IRCAM RAVE realtime audio VAE nodes for Daydream Scope.
RAVE (Realtime Audio Variational autoEncoder, Caillon & Esling, IRCAM) is a neural audio model that encodes waveforms into a compact latent space and decodes them back. Trained checkpoints cover speech, percussion, orchestral instruments, field recordings, and more; manipulating the latent between encode and decode gives real-time timbre transfer and neural audio effects.
This plugin exposes RAVE to Scope's node graph so you can build patches like:
AudioSource → RAVE Timbre → Sink
or the fully split variant for more control:
AudioSource → RAVE Encode → RAVE Latent Manip → RAVE Decode → Sink
▲
curve / OSC / MIDI
Install as an editable Scope plugin (development):
uv pip install --editable C:/_dev/projects/rave-scope-plugin
Or install from a git URL in Scope's plugin UI:
git+https://github.com/<you>/rave-scope-plugin
Restart Scope after install. The RAVE nodes appear under the rave category.
RAVE models are TorchScript .ts files exported from acids-ircam/RAVE with --streaming. The plugin scans:
~/.daydream-scope/rave-models/*.ts
(overridable via DAYDREAM_SCOPE_RAVE_MODELS_DIR). Drop .ts files into that directory and they show up in the RAVE Loader dropdown.
Sources of pretrained checkpoints (all CC-BY-NC-4.0, non-commercial):
- IRCAM Forum — https://acids-ircam.github.io/rave_models_download
- Direct download:
https://play.forum.ircam.fr/rave-vst-api/get_model/<name> - Names include:
vintage,percussion,VCTK,darbouka_onnx,nasa,sol_ordinario,musicnet
- Direct download:
- HuggingFace — Intelligent-Instruments-Lab/rave-models — https://huggingface.co/Intelligent-Instruments-Lab/rave-models
birds_dawnchorus,voice_multivoice,guitar_iil,organ_bach,water_pondbrain, many more
Example download from the IRCAM forum (curl is fine):
mkdir -p ~/.daydream-scope/rave-models
curl -L "https://play.forum.ircam.fr/rave-vst-api/get_model/vintage" \
-o ~/.daydream-scope/rave-models/vintage.ts
| Node | Purpose |
|---|---|
| RAVE Loader | Load a .ts model; outputs a rave handle |
| RAVE Timbre | One-shot audio → latent-manip → audio (demo headline) |
| RAVE Encode | Audio → RAVE latent |
| RAVE Decode | RAVE latent → audio |
| RAVE Latent Manip | Per-dim bias/scale + additive noise on a latent |
| RAVE Prior | Autonomous generation from the model's prior (--prior exports) |
All audio-producing nodes output at 48 kHz stereo to match Scope's audio bus.

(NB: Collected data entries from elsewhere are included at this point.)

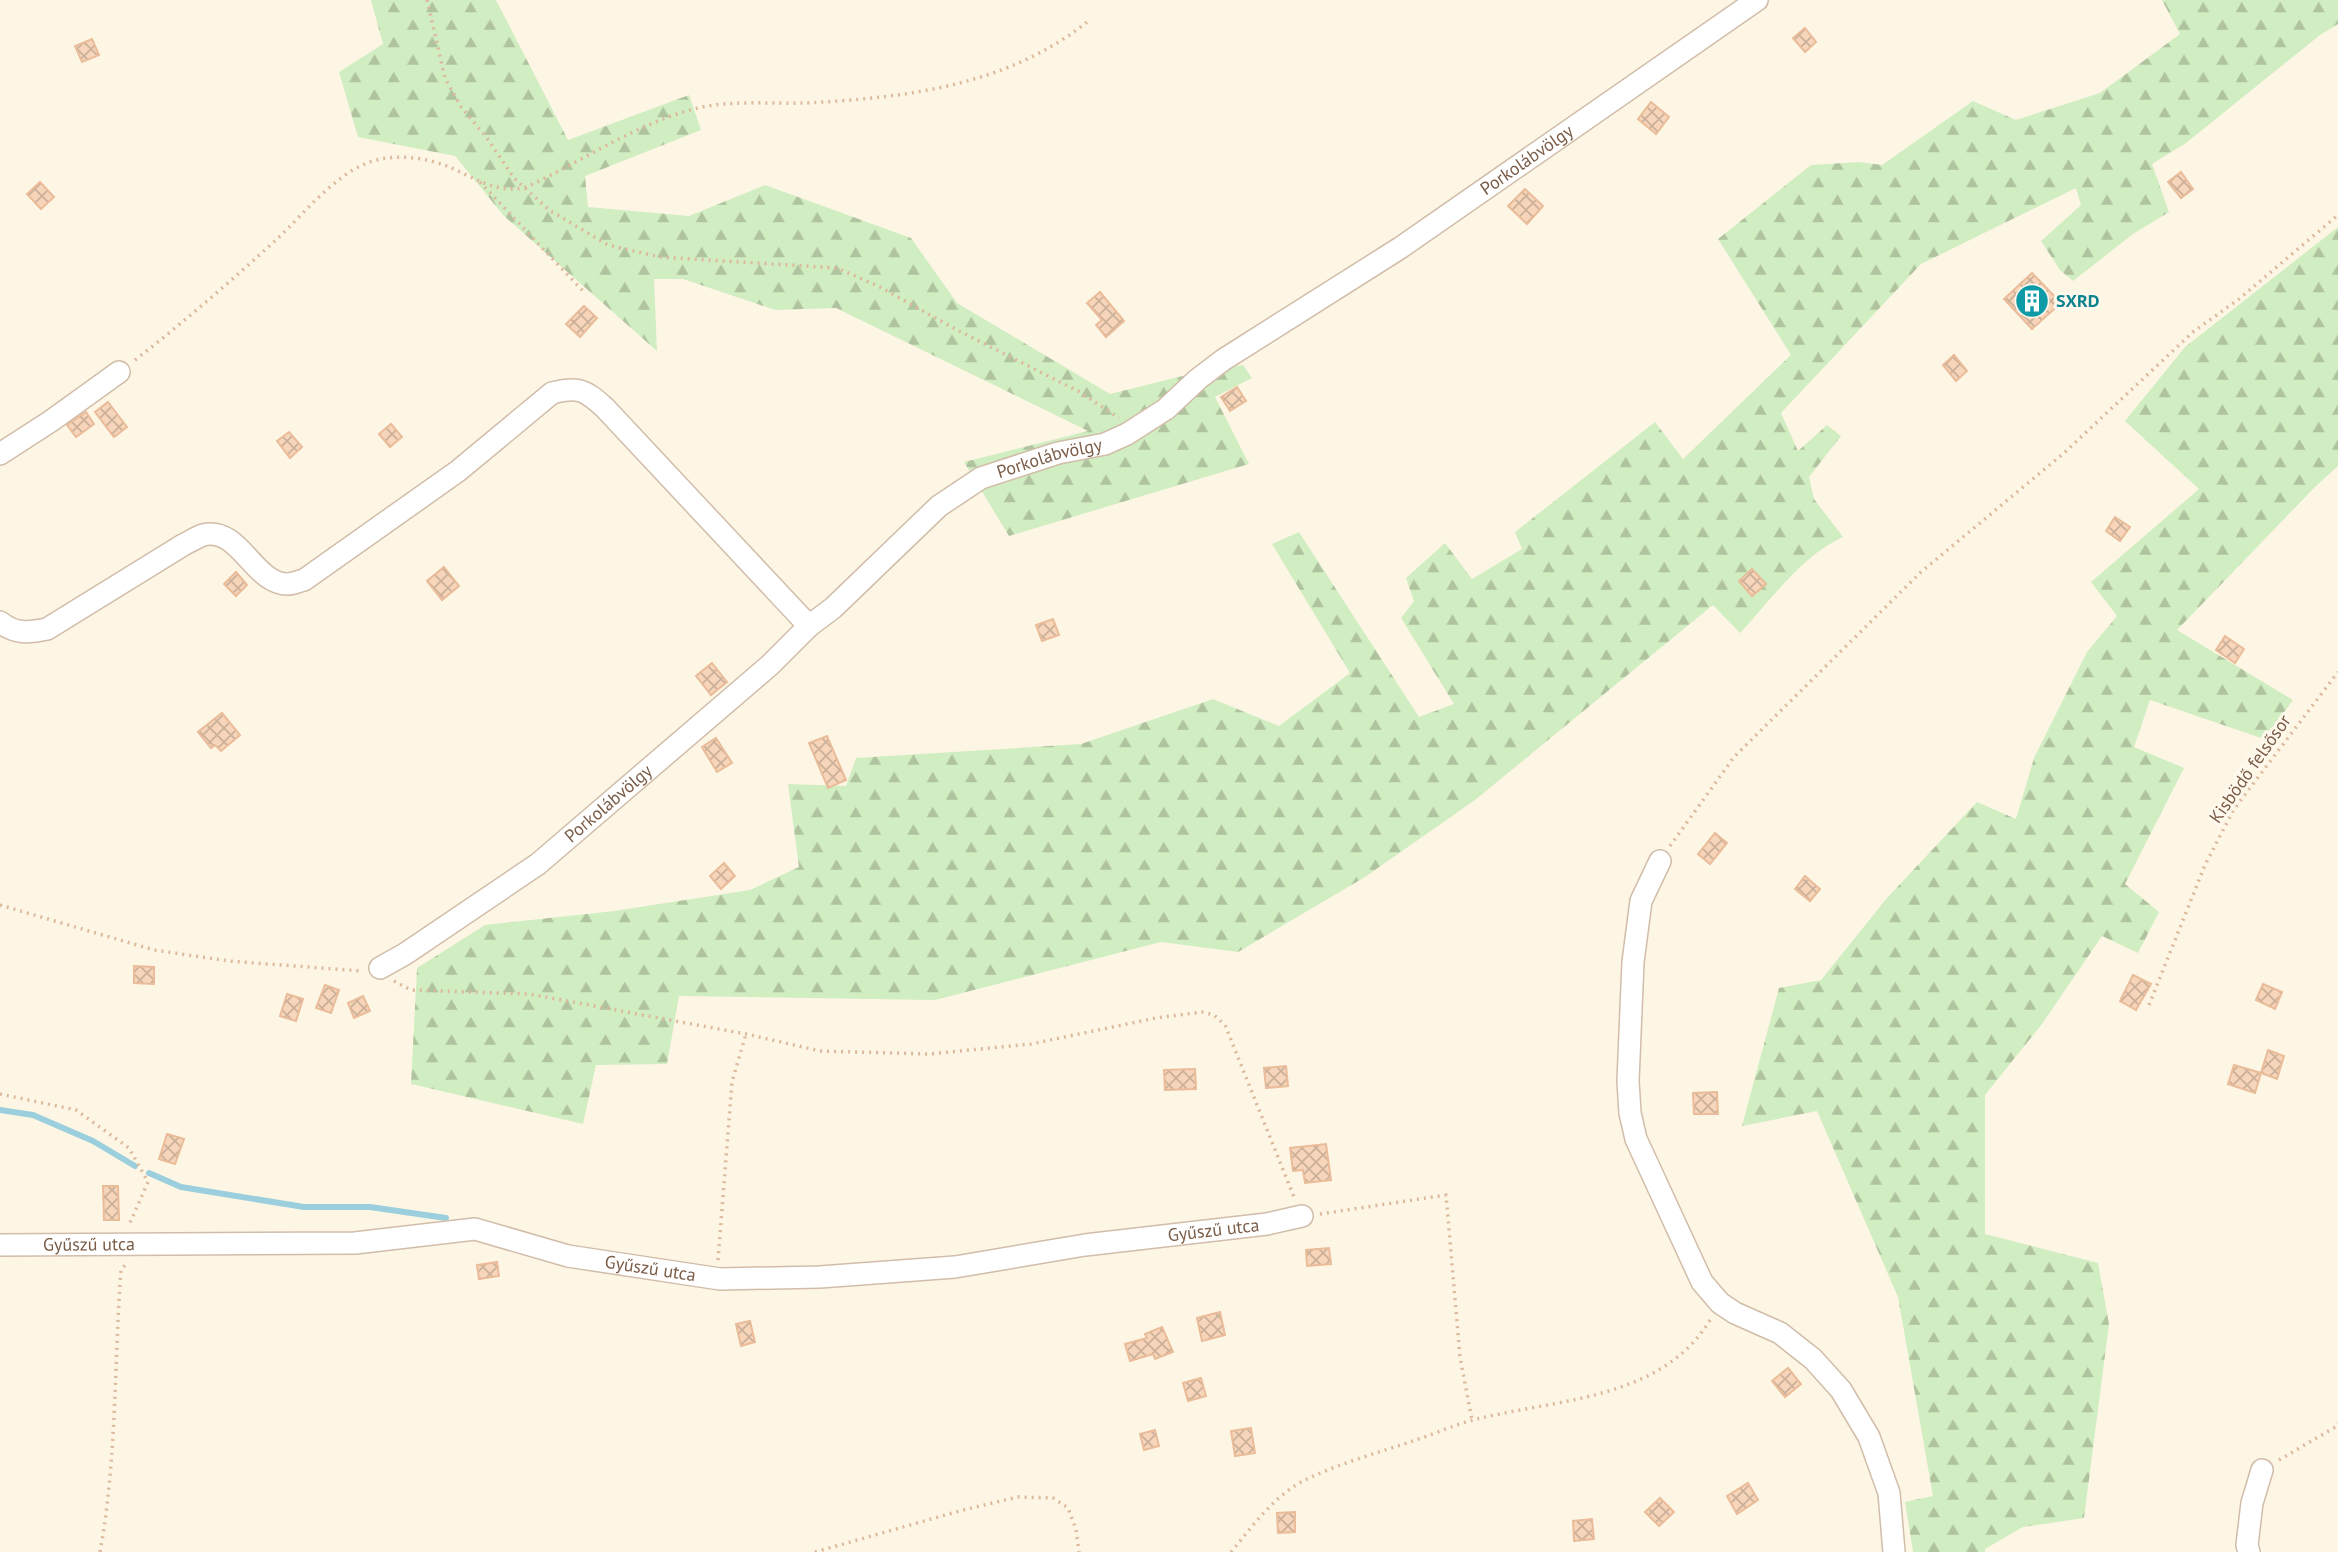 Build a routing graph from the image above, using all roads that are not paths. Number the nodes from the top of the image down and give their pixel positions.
1 (1757, 0) edge
2 (119, 372) road end
3 (0, 454) edge
4 (0, 622) edge
5 (809, 626) junction
6 (1660, 862) road end
7 (380, 968) road end
8 (1302, 1216) road end
9 (0, 1245) edge
10 (2262, 1471) road end
11 (1894, 1552) edge
12 (2249, 1552) edge

1 - 5 street, Porkolábvölgy
2 - 3 street
4 - 5 street
5 - 7 street, Porkolábvölgy
6 - 11 street
8 - 9 street, Gyűszű utca
10 - 12 street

The plugin internally resamples to the model's native rate (usually 44.1 or 48 kHz), runs inference in the model's native channel count, and lifts the result back to stereo.
RAVE Timbre and RAVE Latent Manip expose eight per-dim bias_* and scale_* sliders plus a global noise and wet control. RAVE's first ~8 latent dimensions carry the perceptually salient axes (brightness, attack, roughness, vowel colour, etc. — axes vary per model). Sweep them live and the timbre morphs.
This plugin is MIT-licensed. The RAVE code and pretrained models are licensed separately under CC-BY-NC-4.0 (non-commercial use). Do not redistribute the .ts files commercially; users must download their own.
Original RAVE work: Caillon & Esling 2021, arXiv:2111.05011. See github.com/acids-ircam/RAVE and the ACIDS-IRCAM team's publications for background.